By Phil Spencer
First-time buyers have the odds stacked against them when it comes to buying property these days.
Sky-high house prices and restricted access to mortgage finance have left first-timers needing enormous deposits to get their foot on the ladder. But even though the average age of a first-time buyer stands at 38 the appetite for home ownership appears as strong as ever.
The British desire to own property is the likely driving force behind this guide to buying a first home from Location, Location, Location television presenter Phil Spencer.
For the layman, buying a house can be complicated and it can be difficult to know your surveyor from your conveyancer and your broker from an in-house branch adviser.
To this end Spencer has written a valuable guide that clearly explains the complex and frustrating aspects of home buying. The book is littered with useful checklists and handy tips that could make a huge difference to a purchaser.
For instance, one excellent chapter offers handy tips on how to make the most of house viewings.

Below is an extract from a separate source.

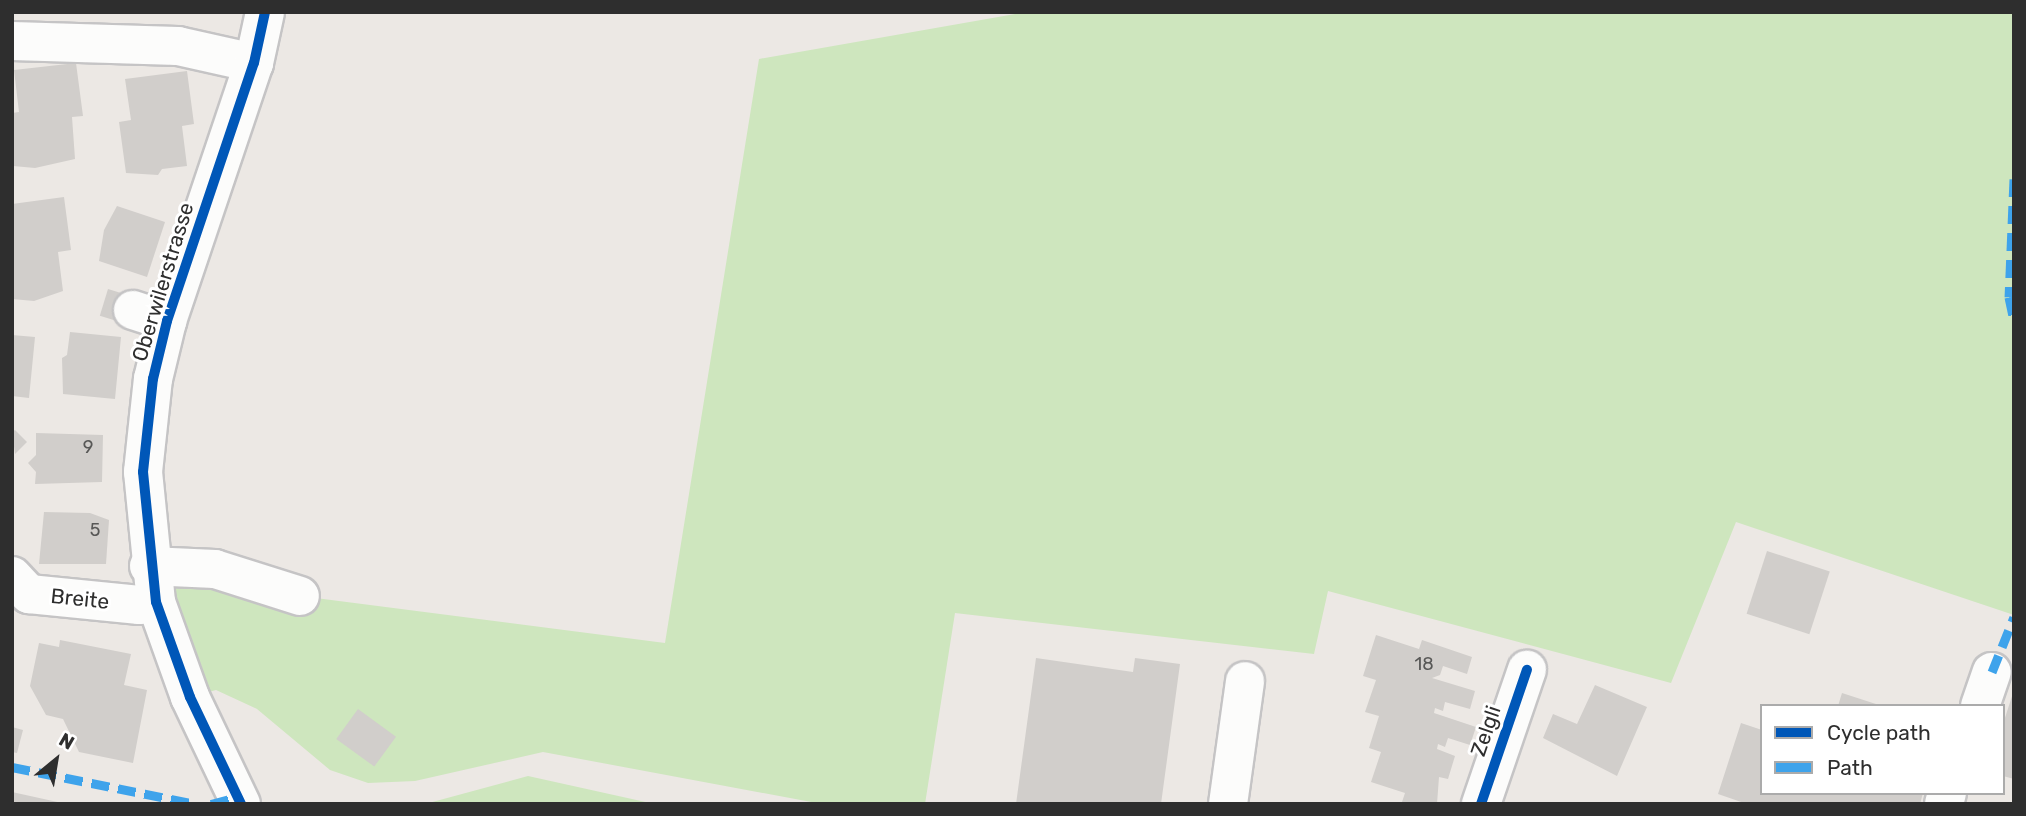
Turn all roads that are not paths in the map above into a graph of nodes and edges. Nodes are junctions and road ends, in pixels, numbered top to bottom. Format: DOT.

First, there is a list of essentials to take with you when viewing a home. This includes a compass, notebook, torch, measuring tape and map. The compass can be used to test where the sun rises and sets and where in the garden sunlight will fall at different parts of the day.
Spencer argues that a conventional paper map can reveal more than electronic versions like Google Maps by identifying local amenities such as train stations and post offices.
Prospective buyers may look like they are preparing for a Himalayan trek but it will help them gain a better understanding of the house.
Another tip is to view the property both at night and during the day. Houses that seem perfect in daylight can seem less appealing if a howling dog or loud nightclub disrupts your sleep.
Spencer also gives buyers a checklist of things to look for when viewing homes including central heating, cracks, double-glazing and door security.
For brokers, the most interesting chapter is on finance and how to obtain a mortgage. Spencer highlights brokers as one method of obtaining a mortgage and tells first-time buyers to check their credentials on the Financial Services Authority register of regulated individuals.
He also warns that some IFAs and brokers might not be as independent as they seem, but curiously doesn’t mention direct deals.
The book advises buyers to quiz brokers about their fees, early repayment charges, porting the mortgage in future and whether they are whole-of-market advisers. He then explains the different types of mortgages from repayment and interest-only to fixed rates, trackers and offset deals.
There is a helpful list of all the fees associated with a housing transaction including arrangement fees, surveys, Stamp Duty and Land Registry charges.
Extra fees is one of the things first-time buyers are most surprised by so it is good to have a guide to prepare them for these costs. Overall, the chapter on finance is a good starting point for those new to buying property.
Brokers would be well advised to read this book and use it to give clients a smoother ride when they are buying their first home.